*** Begin section ***
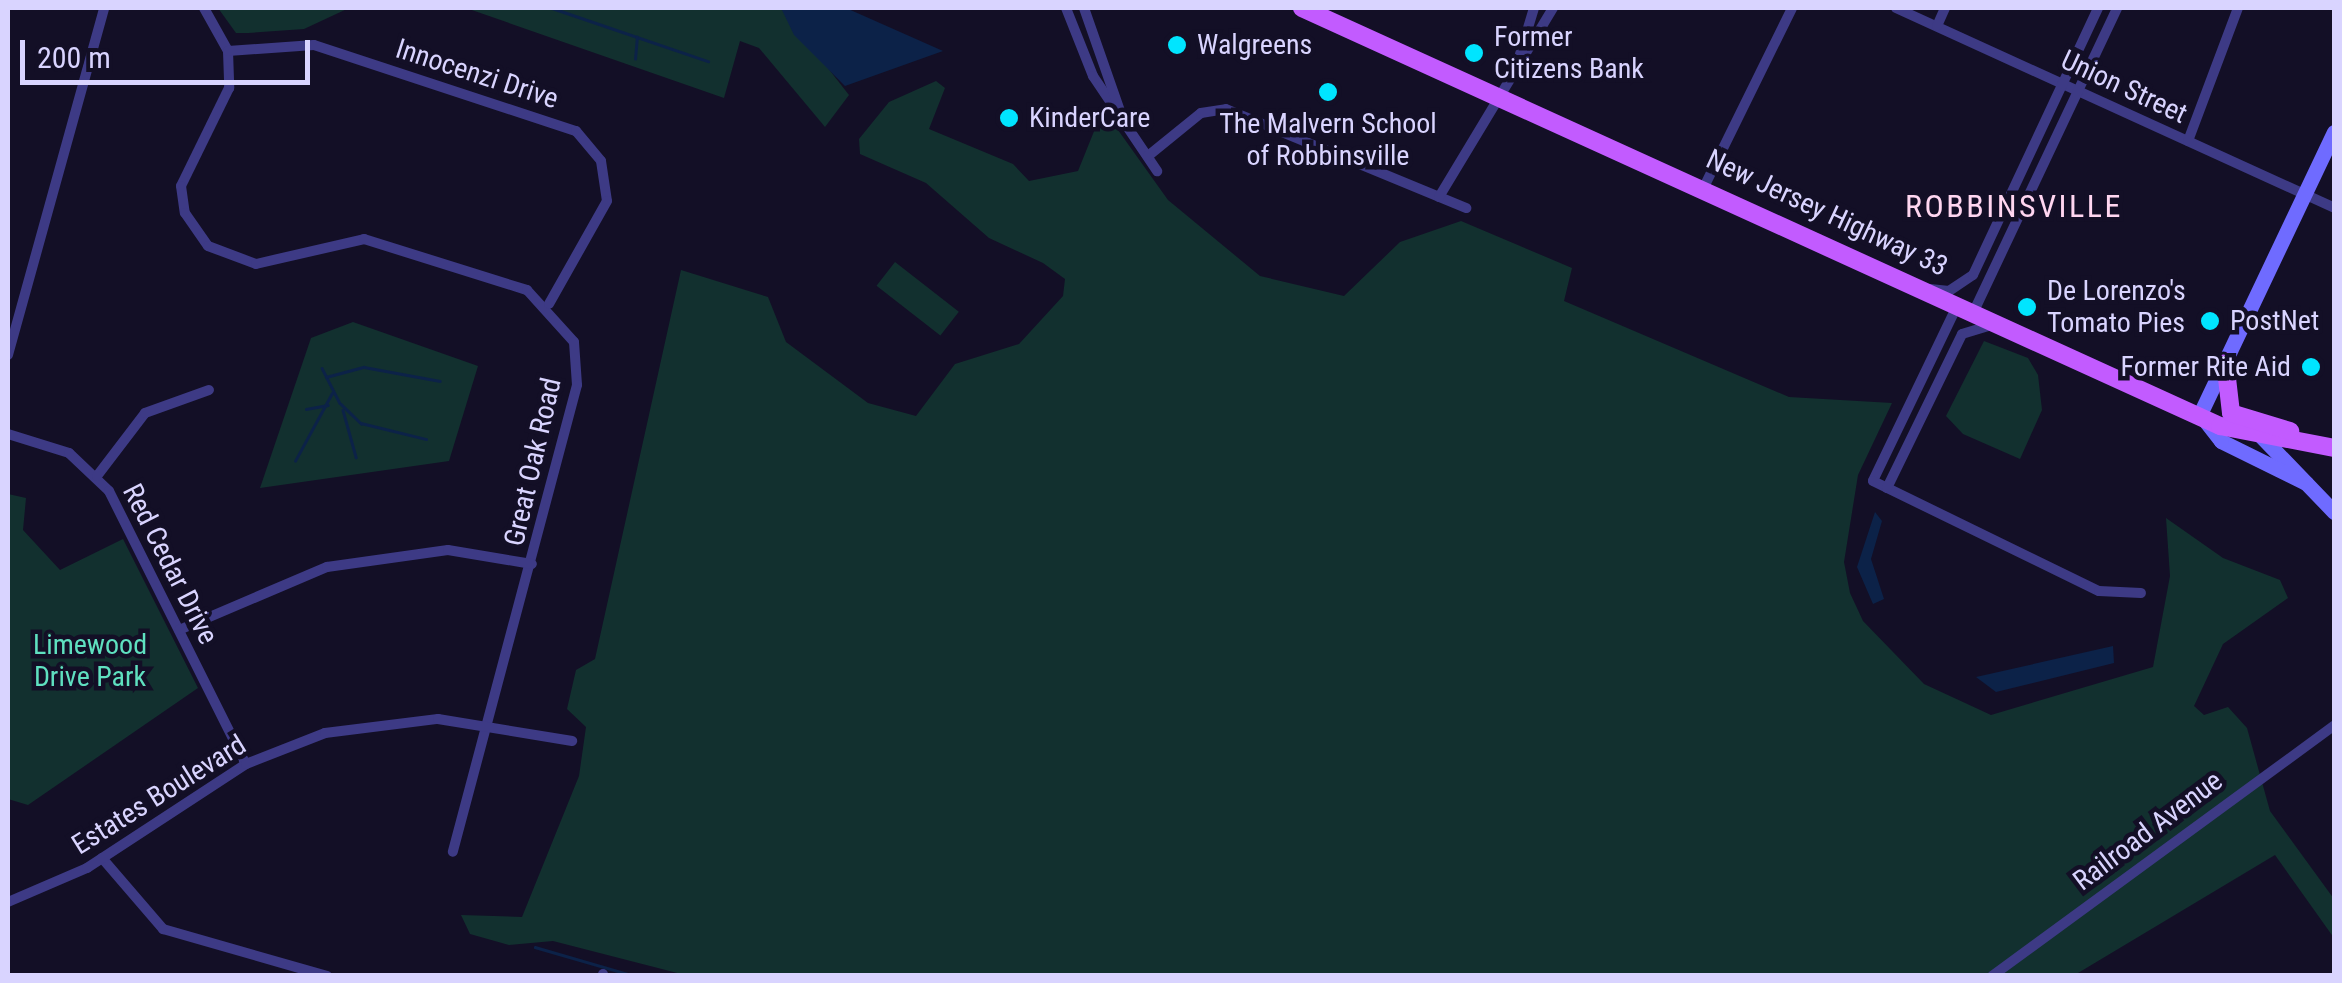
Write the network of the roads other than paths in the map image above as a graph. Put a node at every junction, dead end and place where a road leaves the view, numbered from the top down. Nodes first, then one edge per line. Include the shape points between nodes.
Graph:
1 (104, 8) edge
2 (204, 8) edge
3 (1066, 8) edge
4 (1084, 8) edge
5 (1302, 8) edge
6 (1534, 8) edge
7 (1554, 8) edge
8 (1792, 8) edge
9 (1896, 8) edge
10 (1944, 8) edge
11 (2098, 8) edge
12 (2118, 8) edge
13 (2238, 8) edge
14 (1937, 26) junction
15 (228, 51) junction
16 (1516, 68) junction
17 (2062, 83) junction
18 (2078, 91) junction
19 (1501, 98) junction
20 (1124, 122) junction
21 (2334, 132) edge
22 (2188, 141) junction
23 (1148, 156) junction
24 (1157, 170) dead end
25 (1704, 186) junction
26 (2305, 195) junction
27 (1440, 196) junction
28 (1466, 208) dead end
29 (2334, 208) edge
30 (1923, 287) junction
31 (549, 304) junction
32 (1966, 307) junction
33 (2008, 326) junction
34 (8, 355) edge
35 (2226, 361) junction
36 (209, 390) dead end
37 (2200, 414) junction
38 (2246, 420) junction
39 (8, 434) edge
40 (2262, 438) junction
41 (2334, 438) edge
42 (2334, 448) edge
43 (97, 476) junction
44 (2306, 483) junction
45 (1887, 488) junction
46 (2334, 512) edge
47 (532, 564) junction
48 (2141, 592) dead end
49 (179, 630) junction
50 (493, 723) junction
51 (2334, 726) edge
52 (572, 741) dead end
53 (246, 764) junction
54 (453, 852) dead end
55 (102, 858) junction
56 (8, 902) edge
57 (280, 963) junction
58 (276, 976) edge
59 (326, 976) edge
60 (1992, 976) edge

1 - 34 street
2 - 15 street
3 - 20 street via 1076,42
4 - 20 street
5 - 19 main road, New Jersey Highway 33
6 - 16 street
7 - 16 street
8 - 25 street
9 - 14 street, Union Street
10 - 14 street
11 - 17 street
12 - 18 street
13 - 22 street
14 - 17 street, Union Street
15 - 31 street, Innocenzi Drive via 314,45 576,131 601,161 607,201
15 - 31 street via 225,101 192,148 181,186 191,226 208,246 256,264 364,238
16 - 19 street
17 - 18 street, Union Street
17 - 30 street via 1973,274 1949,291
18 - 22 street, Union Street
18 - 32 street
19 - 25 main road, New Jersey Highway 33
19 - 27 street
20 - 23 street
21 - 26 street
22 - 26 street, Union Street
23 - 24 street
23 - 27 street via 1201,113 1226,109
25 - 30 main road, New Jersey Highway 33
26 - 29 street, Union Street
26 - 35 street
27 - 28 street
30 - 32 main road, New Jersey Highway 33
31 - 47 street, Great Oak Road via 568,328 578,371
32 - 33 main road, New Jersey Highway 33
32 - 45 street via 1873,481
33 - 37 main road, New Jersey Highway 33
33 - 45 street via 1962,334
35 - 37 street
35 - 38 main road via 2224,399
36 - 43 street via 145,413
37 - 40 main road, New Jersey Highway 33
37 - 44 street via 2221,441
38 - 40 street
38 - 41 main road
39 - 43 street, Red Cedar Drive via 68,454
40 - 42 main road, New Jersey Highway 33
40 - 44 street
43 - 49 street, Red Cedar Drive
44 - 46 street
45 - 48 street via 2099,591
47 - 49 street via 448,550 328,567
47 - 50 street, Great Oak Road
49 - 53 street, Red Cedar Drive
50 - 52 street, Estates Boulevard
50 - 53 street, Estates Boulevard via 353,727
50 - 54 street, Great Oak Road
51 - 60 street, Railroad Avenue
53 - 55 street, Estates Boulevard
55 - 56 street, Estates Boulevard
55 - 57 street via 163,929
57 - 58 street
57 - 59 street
*** End section ***
▶ [WORK ORDER] Using the word "Drive" as the filter, copy each matching line from the material.

▶ [OUTPUT OF THE EXERCISE]
15 - 31 street, Innocenzi Drive via 314,45 576,131 601,161 607,201
39 - 43 street, Red Cedar Drive via 68,454
43 - 49 street, Red Cedar Drive
49 - 53 street, Red Cedar Drive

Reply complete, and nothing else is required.